This article first appeared in La Nación  on December 12, 216.

The obstacles to entrepreneurship and the blind eye to bad practices are the main factors that tarnish the business reality of our country. However, it is essential to raise awareness as a country, from the public and private sectors.

Today, several Chilean companies boast of being multinationals because they are in countries such as Peru and Colombia. However, their reality and ours as citizens is still Latin American and therefore very local and closed. A shameful example of this is that in Chile we do not talk about peace in Colombia, for example, or the Petrobras crisis, issues that should be discussed daily as part of the collective culture.
Faced with this reality, it is urgent to understand that we live in a globalized world, since today, thanks to connectivity, we know about cases of corruption in the rest of the world, a situation that should serve as an example for our own reality.
First and foremost, and in order to stop bad practices such as collusion in companies, it is urgent to encourage the entry of new players into the market, to promote new businesses and thus generate more and better competition. But it is undoubtedly an uphill task if we analyze our reality: it is practically impossible for an entrepreneur to enter a supermarket with a new product, or to obtain financing to develop, for example, another brand of tissue paper.
It is also essential to realize that we cannot continue producing everything we lack, and it is necessary to start opening international barriers to encourage foreign competition.
Without this, it is extremely easy to fall into problems as obvious as those that have occurred in Chile: bad practices are evident in an industry where there are only two competitors. Let’s open our eyes!
However, it is essential to raise awareness as a country, from both the public and private sectors. Companies should be aware that it is likely to fall into bad practices, and to avoid it, training is urgent.

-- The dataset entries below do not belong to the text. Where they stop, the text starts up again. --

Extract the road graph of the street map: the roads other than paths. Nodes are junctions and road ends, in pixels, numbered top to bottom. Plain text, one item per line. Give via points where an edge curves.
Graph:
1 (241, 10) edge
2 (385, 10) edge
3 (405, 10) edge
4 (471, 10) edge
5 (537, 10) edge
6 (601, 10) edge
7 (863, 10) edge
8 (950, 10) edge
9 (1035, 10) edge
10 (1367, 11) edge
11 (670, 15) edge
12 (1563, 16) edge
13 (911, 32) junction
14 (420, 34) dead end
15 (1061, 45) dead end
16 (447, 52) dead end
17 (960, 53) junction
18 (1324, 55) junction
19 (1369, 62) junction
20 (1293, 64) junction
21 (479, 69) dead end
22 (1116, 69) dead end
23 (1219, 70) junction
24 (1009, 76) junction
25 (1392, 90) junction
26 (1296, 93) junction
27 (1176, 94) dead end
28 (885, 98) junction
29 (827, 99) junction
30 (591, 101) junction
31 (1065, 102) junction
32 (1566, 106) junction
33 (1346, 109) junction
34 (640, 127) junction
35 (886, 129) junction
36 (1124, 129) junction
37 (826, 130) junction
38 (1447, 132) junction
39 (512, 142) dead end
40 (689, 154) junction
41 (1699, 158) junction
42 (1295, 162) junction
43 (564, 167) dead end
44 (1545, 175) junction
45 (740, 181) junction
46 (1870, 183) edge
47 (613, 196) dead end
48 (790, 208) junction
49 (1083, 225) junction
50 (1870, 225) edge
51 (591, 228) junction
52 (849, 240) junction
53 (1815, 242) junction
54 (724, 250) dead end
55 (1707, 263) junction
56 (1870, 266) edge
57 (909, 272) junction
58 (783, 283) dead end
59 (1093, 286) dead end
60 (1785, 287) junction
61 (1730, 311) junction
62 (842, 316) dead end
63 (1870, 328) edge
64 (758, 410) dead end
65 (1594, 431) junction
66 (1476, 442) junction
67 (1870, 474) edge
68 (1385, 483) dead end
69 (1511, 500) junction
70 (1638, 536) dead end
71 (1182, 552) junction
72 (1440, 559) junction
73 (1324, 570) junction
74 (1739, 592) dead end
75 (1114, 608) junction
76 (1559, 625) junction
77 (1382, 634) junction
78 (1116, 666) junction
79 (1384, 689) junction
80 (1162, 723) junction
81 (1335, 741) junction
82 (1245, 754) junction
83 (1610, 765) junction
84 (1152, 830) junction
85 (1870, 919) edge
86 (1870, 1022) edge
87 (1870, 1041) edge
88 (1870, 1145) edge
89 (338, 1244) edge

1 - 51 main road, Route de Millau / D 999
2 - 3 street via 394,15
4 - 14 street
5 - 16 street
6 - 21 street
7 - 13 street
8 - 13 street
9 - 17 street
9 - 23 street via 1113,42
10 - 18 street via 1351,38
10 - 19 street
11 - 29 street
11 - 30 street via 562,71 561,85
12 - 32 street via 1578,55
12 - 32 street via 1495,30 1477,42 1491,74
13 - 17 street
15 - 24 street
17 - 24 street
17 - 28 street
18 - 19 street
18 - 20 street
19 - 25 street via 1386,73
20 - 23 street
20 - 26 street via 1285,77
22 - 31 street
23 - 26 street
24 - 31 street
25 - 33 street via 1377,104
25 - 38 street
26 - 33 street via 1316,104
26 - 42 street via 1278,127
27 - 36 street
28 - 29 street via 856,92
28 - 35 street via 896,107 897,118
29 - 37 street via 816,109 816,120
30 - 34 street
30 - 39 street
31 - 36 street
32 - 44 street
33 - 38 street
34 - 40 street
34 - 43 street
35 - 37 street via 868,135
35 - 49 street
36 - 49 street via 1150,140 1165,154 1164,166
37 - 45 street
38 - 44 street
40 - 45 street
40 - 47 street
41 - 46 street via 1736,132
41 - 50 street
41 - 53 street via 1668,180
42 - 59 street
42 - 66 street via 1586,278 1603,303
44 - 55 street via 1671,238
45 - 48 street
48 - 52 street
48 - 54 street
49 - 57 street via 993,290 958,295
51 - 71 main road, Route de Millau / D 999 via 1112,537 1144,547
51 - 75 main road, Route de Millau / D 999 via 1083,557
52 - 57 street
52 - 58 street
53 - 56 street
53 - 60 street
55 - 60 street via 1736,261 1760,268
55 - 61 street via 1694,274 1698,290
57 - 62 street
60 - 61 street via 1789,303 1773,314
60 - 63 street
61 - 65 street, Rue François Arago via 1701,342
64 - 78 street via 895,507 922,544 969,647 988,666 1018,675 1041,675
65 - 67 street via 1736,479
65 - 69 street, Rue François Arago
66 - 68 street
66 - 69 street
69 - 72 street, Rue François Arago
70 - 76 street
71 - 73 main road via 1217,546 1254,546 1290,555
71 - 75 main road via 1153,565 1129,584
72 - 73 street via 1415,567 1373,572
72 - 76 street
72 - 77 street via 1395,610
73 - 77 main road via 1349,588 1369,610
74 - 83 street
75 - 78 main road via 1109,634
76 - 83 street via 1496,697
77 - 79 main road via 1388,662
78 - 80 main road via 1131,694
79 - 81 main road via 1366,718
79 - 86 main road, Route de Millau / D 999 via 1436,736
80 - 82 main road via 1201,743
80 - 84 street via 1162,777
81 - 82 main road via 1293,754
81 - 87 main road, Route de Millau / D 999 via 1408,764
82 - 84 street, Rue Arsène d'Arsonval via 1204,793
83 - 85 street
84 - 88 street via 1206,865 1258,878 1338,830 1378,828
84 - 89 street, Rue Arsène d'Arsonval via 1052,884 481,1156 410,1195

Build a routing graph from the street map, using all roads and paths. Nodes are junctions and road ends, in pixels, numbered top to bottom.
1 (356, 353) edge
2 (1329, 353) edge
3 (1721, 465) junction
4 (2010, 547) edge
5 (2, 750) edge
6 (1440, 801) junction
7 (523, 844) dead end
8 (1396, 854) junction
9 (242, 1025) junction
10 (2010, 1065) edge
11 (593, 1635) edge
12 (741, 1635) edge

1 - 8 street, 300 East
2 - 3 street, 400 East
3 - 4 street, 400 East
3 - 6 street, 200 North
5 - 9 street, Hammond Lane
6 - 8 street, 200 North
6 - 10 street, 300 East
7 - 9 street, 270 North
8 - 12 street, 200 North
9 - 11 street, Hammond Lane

For this, in addition to encouraging internal education in a firm, it is necessary to teach the disincentive of bad practices also in universities and business schools.
Today, young professionals who have recently graduated are a little more in tune with reality; they are the ones who have in their hands the tools to work and build businesses in which good practices prevail. Let’s hope that they and their knowledge spread massively to Chilean entrepreneurs.